In his latest speech at Thomson Reuters entitled ‘Continuous Improvements in Communicating Monetary Policy’ he explained that currently, the MPC publishes a forecast of what it thinks is likely to happen to growth and inflation given a path of interest rates determined externally.
That path of interest rates can sometimes result in a forecast that has inflation returning to target, but this is not always the case.
Vlieghe said: “If we want people to understand what we, the MPC, think is the necessary path of interest rates to achieve the inflation target, why not just tell them?

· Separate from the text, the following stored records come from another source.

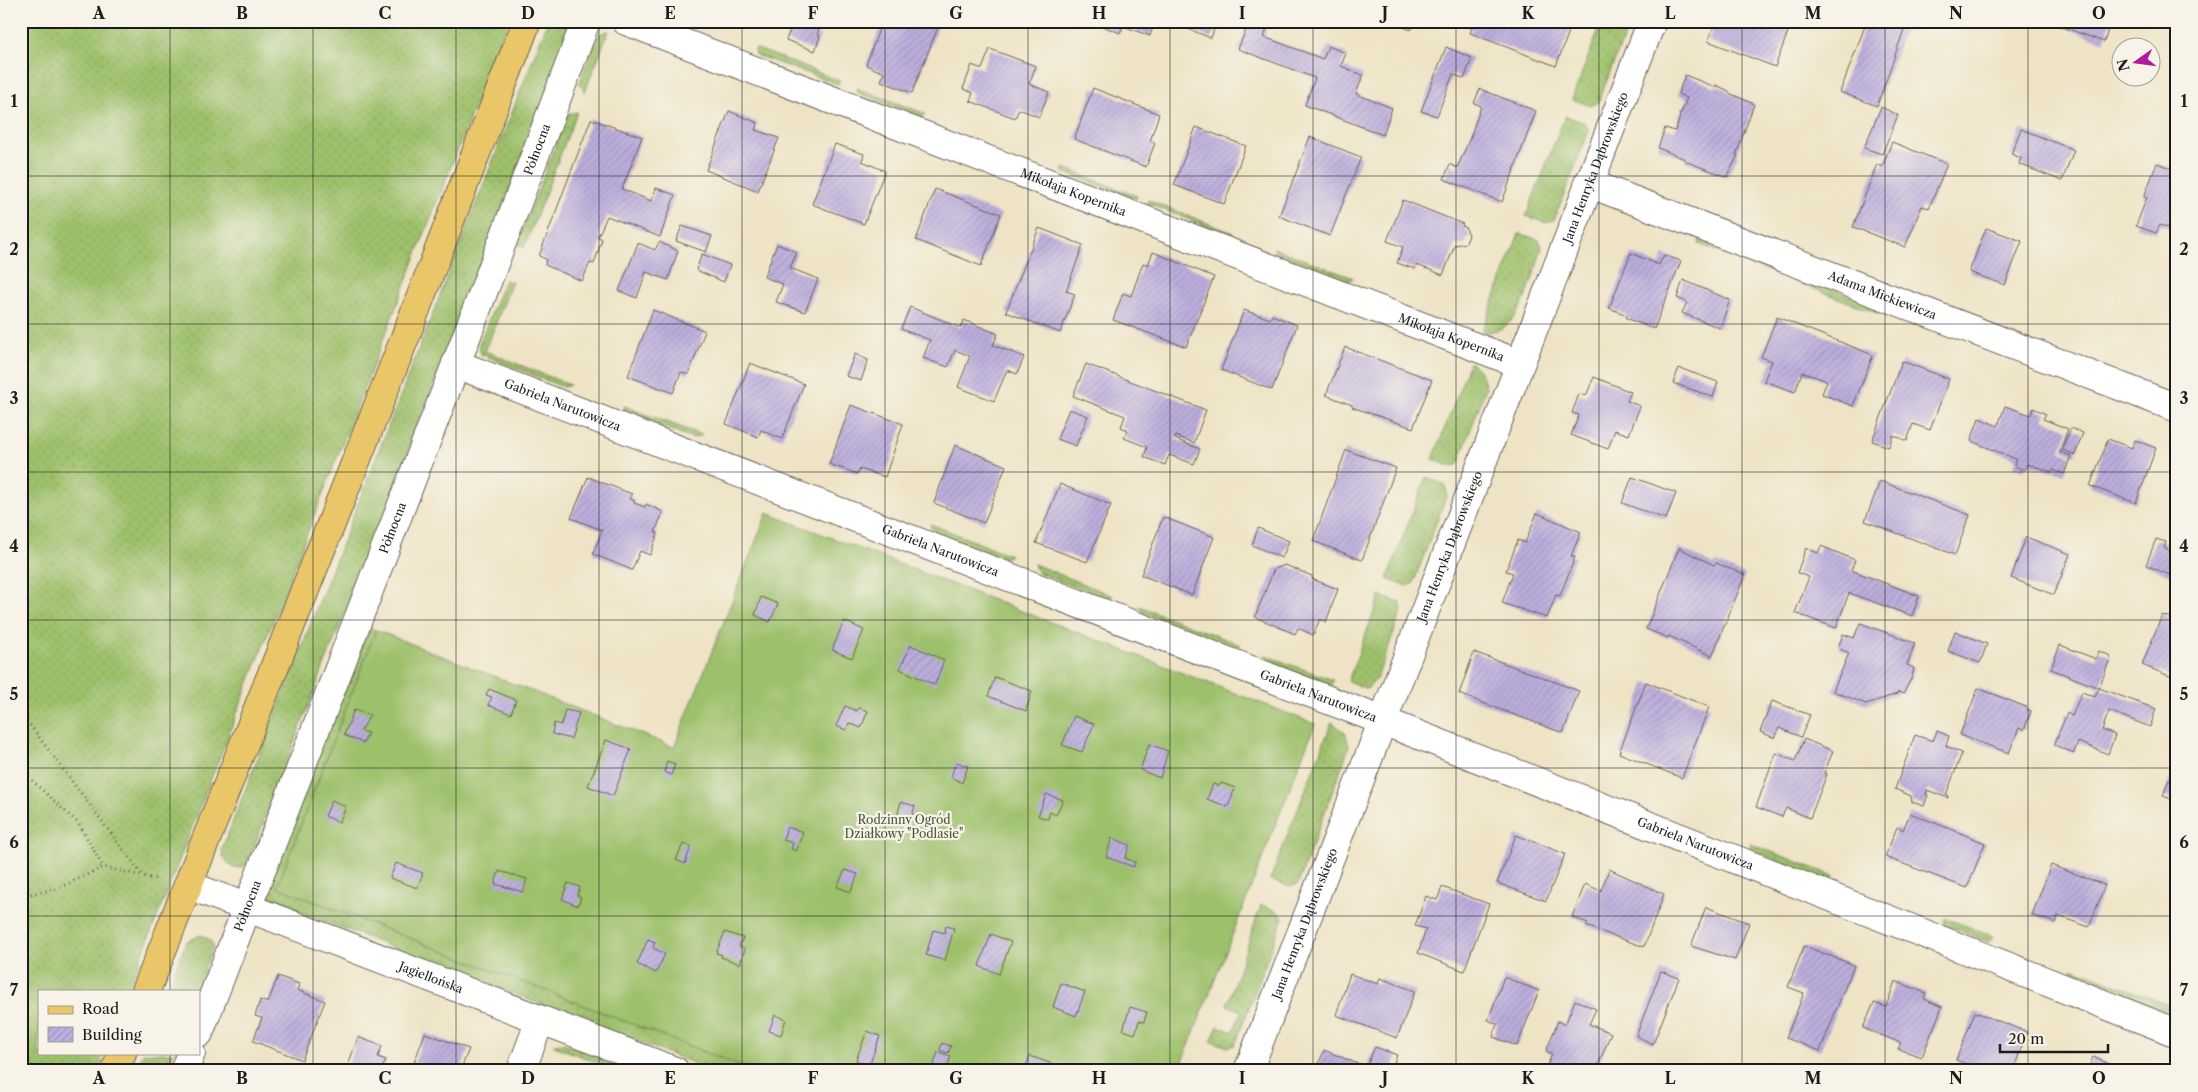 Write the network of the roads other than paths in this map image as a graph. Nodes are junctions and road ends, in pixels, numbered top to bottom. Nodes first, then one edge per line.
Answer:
1 (527, 21) edge
2 (586, 21) edge
3 (626, 21) edge
4 (1652, 21) edge
5 (1588, 183) junction
6 (456, 364) junction
7 (1520, 364) junction
8 (2177, 408) edge
9 (1383, 721) junction
10 (174, 882) junction
11 (248, 908) junction
12 (146, 990) edge
13 (540, 1020) junction
14 (200, 1030) edge
15 (2177, 1033) edge
16 (122, 1054) edge
17 (191, 1054) edge
18 (115, 1071) edge
19 (184, 1071) edge
20 (521, 1071) edge
21 (675, 1071) edge
22 (1248, 1071) edge

1 - 10 main road
2 - 6 street, Północna
3 - 7 street, Mikołaja Kopernika
4 - 5 street, Jana Henryka Dąbrowskiego
5 - 7 street, Jana Henryka Dąbrowskiego
5 - 8 street, Adama Mickiewicza
6 - 9 street, Gabriela Narutowicza
6 - 11 street, Północna
7 - 9 street, Jana Henryka Dąbrowskiego
9 - 15 street, Gabriela Narutowicza
9 - 22 street, Jana Henryka Dąbrowskiego
10 - 11 street, Jagiellońska
10 - 12 main road
11 - 13 street, Jagiellońska
11 - 14 street, Północna
13 - 20 street
13 - 21 street, Jagiellońska
16 - 18 main road
17 - 19 street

“Why complicate matters by telling them that if we followed some other path of interest rates, it may not result in achieving the inflation target? Yet our current approach to communications is precisely that.
“We communicate about what we think we may do, by showing you a forecast of what will happen if we do something else.
“Before diving into the details of the argument I want to stress that a far bigger challenge to monetary policy is that the future is uncertain, and my suggested communications improvement will not change that.”
Vlieghe added: “Today’s preferred path of interest rates will change tomorrow, if the economy turns out differently from what we expected.
“But I am arguing that we can achieve a modest improvement in the understanding that businesses, households and financial markets have of what our objectives are, and what we think we need to do to meet those objectives.
“Over time, that improved understanding should make it slightly easier for us to meet our objectives in the first place.”